At one point, this Gypsy woman began calling out to Nappy to visit her table. I warned him not to look her in the eyes but it was too late and the Gypshe drew Nappy to her. Then she cleared his energy centers by giving them enemas with her magic, rainbow hippie cards. “What have you done to my brother and his clogged chakras?” Oh well, rainbow sh#t happens.
After Kuzin J’s Rock ‘N’ Roll gig, we all decided to cruise down to Venice Beach for lunch at The Sidewalk Café. Yeah, good luck with that! This was Memorial Day weekend and every street was packed.
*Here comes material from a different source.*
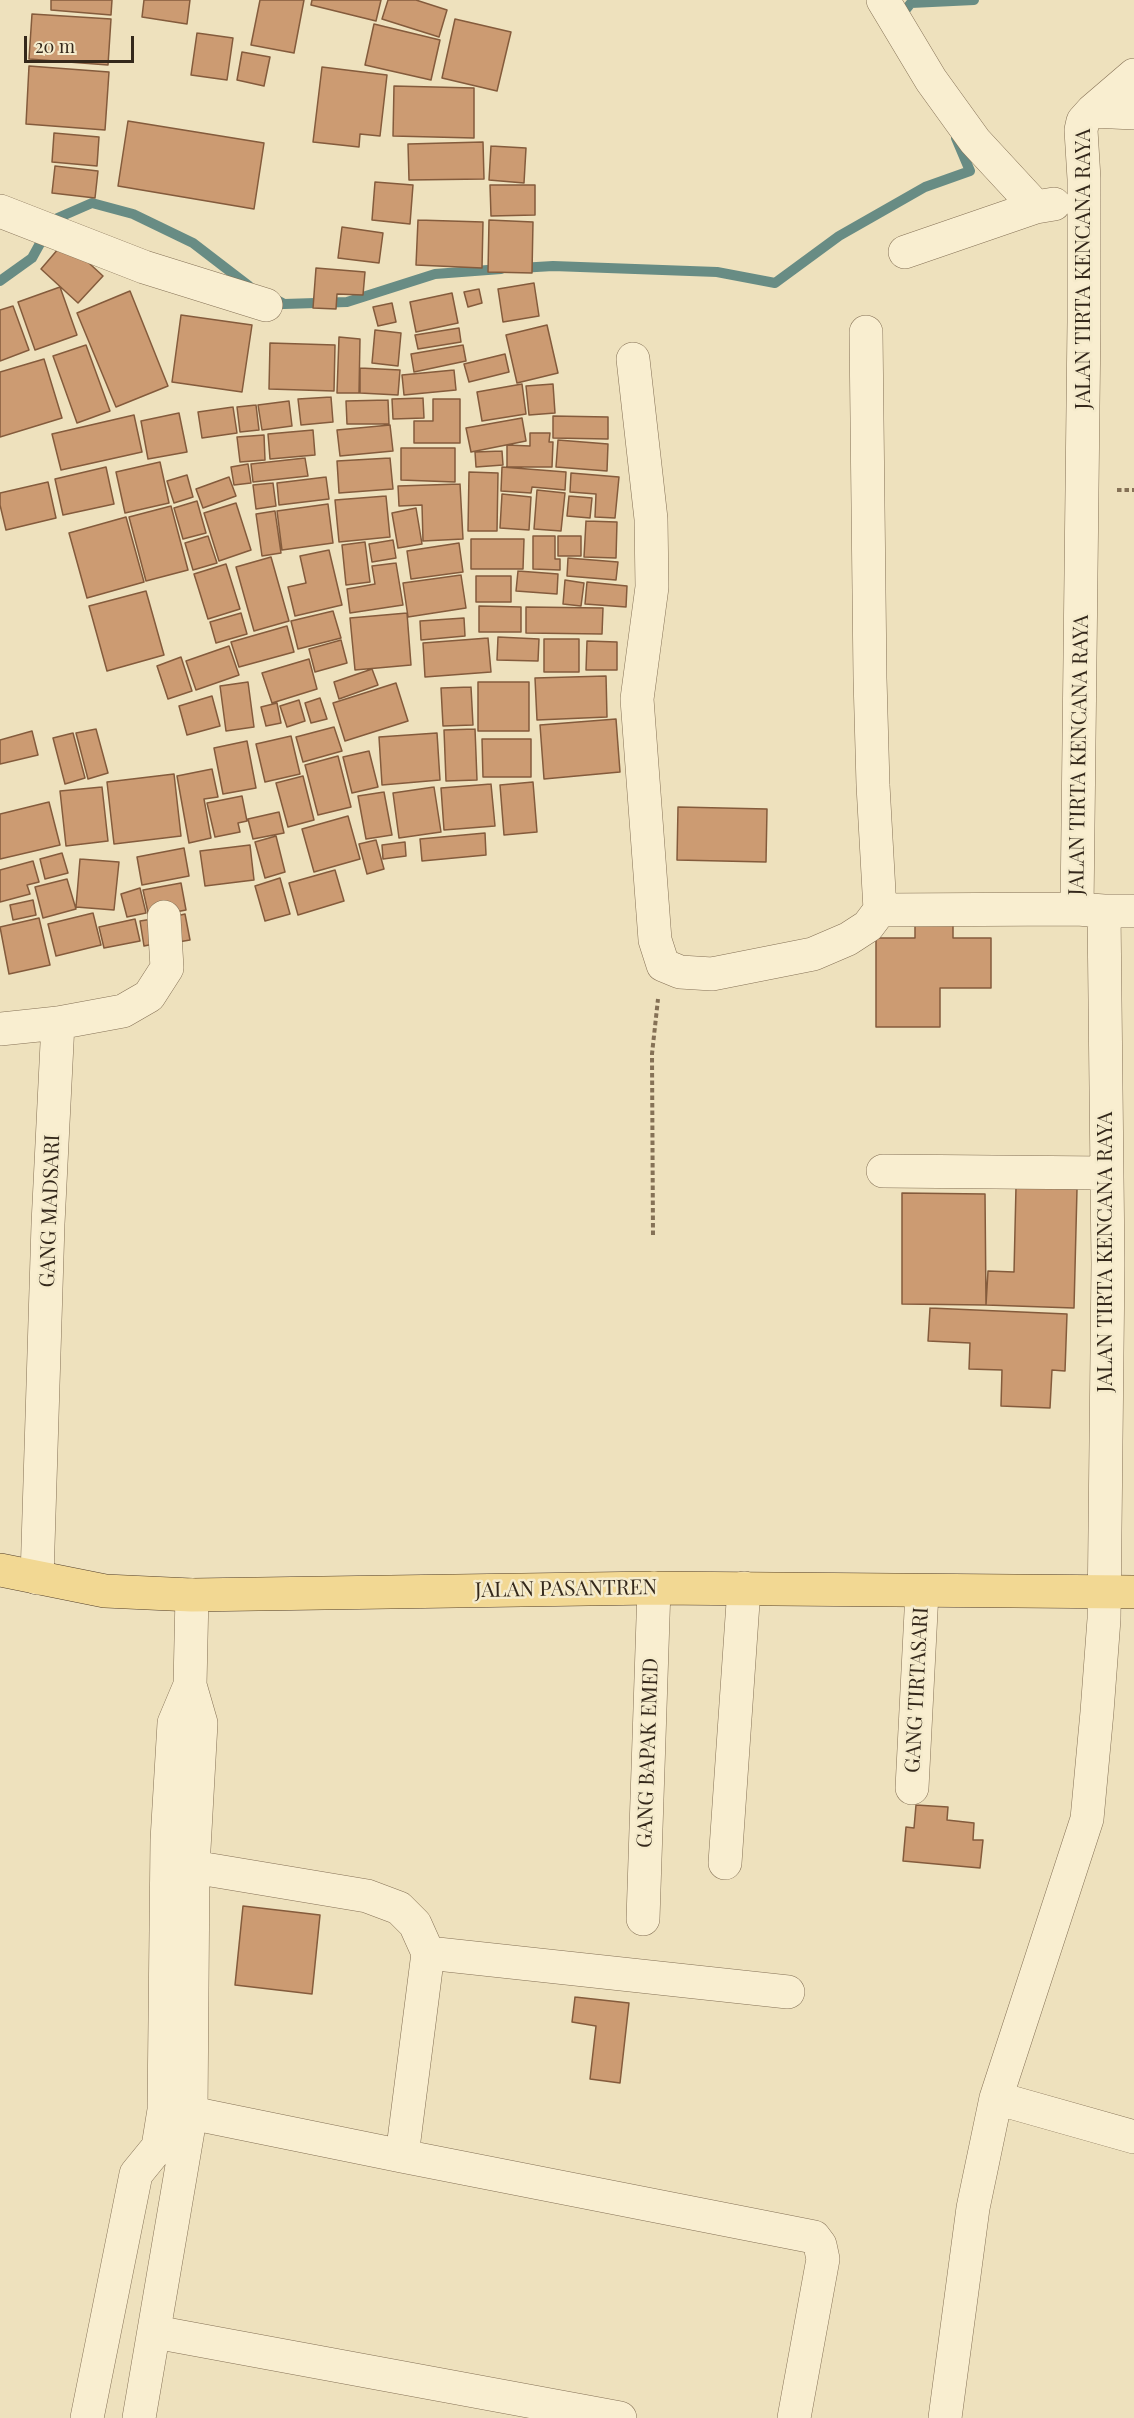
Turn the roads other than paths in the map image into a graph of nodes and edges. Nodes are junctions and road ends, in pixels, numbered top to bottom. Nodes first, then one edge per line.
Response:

No parking to be had at ANY price. Plan B: El Coyote Mexican restaurant on Beverly Boulevard near Hollywood. And of course, you can’t go to El Coyote without having a couple of their absolutely perfect margaritas. Hands and heads down (on the bar) the best margaritas ANYWHERE, EVER! Well, Pooh and Aard didn’t have a margarita (the non-margarita-havin’ M.F.s) but Bonehead, Nappy and I did. In 1976, when Warren Zevon sang, “All the salty margaritas in Los Angeles, I’m gonna drink ‘em up”, I have no doubt that it was El Coyote’s margaritas that Warren had in mind.
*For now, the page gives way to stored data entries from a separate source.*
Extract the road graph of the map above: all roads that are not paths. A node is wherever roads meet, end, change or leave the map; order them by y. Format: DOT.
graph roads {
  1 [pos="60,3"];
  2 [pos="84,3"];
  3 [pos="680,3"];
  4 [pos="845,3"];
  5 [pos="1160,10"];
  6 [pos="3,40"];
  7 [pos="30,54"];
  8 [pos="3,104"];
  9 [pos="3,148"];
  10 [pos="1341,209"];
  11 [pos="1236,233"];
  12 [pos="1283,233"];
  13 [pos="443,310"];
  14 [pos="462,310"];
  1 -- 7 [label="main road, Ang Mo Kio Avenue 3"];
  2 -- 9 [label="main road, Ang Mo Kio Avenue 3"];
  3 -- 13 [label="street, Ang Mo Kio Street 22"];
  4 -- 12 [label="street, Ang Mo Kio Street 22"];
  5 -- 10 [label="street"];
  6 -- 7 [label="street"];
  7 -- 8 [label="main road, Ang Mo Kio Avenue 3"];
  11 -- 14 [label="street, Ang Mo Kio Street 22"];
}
At the end of the meal, everyone just threw money onto the table and Pooh wound up with the thankless task of organizing the bread and checking it with the bill, making sure the waiter was getting an appropriate tip. So, while poor Pooh was struggling with that job – the job nobody else wanted - Nappy yelled, “Watch him! He’s fast with his hands!” I cracked up.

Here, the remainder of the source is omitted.